WHAT YOU HAVE TO DO - Within the records below, find each line with the word "даңғылы" and copy it out.
*** Opening of SUPPLIED RECORDS ***
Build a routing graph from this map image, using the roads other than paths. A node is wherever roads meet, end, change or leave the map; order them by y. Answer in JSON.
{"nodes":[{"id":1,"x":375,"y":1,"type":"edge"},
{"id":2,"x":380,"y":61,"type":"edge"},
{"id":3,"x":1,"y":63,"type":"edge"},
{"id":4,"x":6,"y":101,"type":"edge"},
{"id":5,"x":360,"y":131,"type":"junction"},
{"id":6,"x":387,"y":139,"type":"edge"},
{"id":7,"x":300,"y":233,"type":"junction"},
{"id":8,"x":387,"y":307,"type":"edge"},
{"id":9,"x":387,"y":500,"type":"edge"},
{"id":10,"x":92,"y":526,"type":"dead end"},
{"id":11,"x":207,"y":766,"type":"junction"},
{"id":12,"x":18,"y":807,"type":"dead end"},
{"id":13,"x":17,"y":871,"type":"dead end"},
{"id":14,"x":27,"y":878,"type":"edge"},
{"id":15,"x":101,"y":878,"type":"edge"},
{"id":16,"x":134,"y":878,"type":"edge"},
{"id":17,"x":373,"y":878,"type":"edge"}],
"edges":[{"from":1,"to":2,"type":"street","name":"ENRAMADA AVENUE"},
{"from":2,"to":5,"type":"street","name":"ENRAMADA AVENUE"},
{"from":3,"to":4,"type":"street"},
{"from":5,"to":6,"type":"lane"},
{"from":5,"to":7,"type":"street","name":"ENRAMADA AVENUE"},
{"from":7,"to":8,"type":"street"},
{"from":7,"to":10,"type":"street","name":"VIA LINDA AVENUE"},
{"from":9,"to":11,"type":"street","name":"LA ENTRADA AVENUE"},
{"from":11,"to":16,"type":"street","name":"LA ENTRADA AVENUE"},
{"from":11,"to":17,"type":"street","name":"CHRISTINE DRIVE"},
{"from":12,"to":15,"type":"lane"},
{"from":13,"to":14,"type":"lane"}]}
*** Close of SUPPLIED RECORDS ***
*** Opening of SUPPLIED RECORDS ***
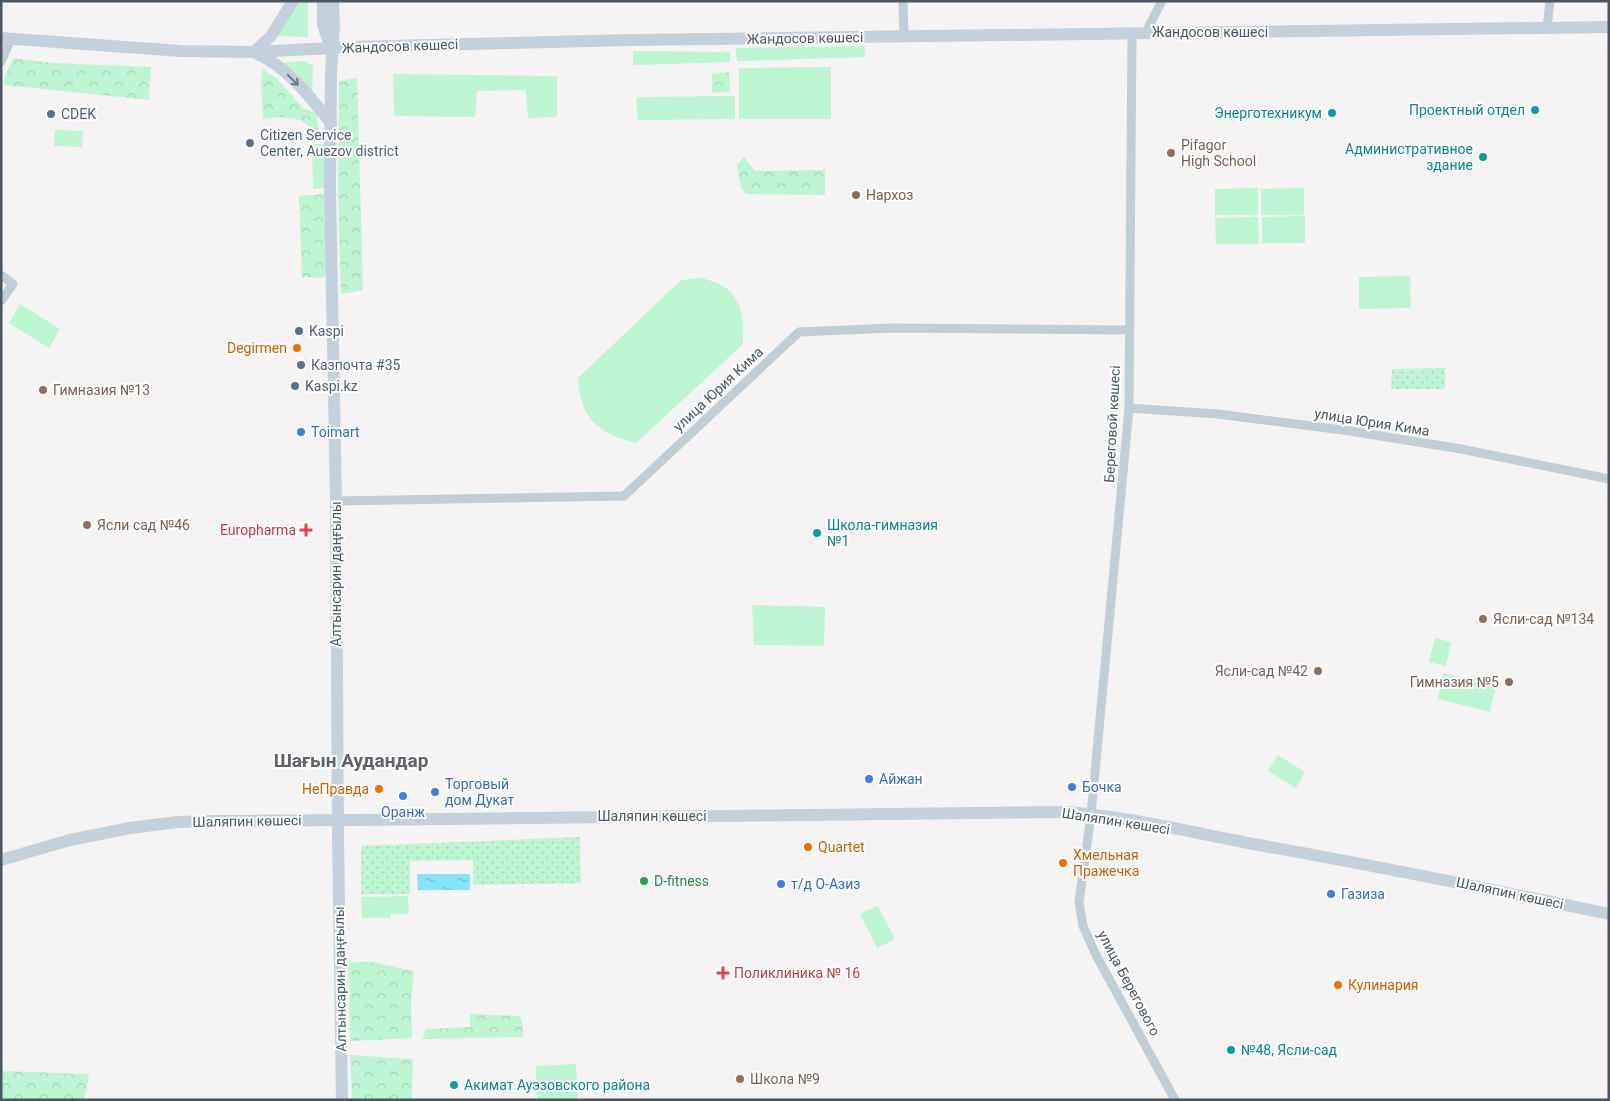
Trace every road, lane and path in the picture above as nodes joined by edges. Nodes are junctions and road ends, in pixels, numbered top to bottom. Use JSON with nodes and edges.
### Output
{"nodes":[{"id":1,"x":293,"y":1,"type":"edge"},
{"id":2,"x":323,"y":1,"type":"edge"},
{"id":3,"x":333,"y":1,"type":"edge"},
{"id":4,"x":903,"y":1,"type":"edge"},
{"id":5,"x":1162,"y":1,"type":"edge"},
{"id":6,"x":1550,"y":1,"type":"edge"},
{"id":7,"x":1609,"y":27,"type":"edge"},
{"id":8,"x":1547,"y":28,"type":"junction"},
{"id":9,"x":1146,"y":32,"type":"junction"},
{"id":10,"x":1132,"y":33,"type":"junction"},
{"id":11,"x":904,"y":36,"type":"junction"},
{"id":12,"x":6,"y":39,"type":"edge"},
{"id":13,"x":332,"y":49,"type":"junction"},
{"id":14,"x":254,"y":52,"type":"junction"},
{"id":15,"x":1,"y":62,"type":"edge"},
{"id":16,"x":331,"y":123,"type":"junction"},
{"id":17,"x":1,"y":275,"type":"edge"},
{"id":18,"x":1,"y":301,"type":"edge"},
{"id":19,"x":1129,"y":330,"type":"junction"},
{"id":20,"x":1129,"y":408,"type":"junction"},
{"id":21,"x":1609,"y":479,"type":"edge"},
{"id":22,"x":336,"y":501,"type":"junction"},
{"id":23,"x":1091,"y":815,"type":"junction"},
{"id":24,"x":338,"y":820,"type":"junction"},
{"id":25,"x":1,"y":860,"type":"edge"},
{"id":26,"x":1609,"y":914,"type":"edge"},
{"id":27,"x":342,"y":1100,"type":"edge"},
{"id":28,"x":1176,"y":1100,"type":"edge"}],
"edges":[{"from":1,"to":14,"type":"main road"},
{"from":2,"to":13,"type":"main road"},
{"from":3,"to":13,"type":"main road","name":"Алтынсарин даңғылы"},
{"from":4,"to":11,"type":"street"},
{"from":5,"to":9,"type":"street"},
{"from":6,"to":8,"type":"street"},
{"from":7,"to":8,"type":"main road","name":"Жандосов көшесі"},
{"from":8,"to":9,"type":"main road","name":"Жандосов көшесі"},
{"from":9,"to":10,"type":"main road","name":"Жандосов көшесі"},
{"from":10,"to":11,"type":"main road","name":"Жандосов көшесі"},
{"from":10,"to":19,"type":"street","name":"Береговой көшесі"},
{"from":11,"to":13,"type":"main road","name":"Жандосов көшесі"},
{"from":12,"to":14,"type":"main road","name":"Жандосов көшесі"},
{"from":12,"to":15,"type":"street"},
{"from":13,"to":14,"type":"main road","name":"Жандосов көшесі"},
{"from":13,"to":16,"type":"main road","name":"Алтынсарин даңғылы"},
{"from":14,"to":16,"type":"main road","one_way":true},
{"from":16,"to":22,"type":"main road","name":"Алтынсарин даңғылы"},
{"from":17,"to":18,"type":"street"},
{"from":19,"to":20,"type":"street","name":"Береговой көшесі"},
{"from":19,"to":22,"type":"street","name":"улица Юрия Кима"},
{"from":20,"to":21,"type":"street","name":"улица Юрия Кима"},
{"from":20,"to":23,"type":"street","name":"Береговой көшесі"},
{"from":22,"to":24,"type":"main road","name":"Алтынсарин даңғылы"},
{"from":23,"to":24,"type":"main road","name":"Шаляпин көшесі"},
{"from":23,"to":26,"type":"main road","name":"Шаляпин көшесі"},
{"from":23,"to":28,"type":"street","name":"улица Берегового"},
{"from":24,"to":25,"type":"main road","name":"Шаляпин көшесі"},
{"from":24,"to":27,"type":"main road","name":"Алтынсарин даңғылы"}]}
*** Close of SUPPLIED RECORDS ***
SOLUTION TO THE EXERCISE -
{"from":3,"to":13,"type":"main road","name":"Алтынсарин даңғылы"},
{"from":13,"to":16,"type":"main road","name":"Алтынсарин даңғылы"},
{"from":16,"to":22,"type":"main road","name":"Алтынсарин даңғылы"},
{"from":22,"to":24,"type":"main road","name":"Алтынсарин даңғылы"},
{"from":24,"to":27,"type":"main road","name":"Алтынсарин даңғылы"}]}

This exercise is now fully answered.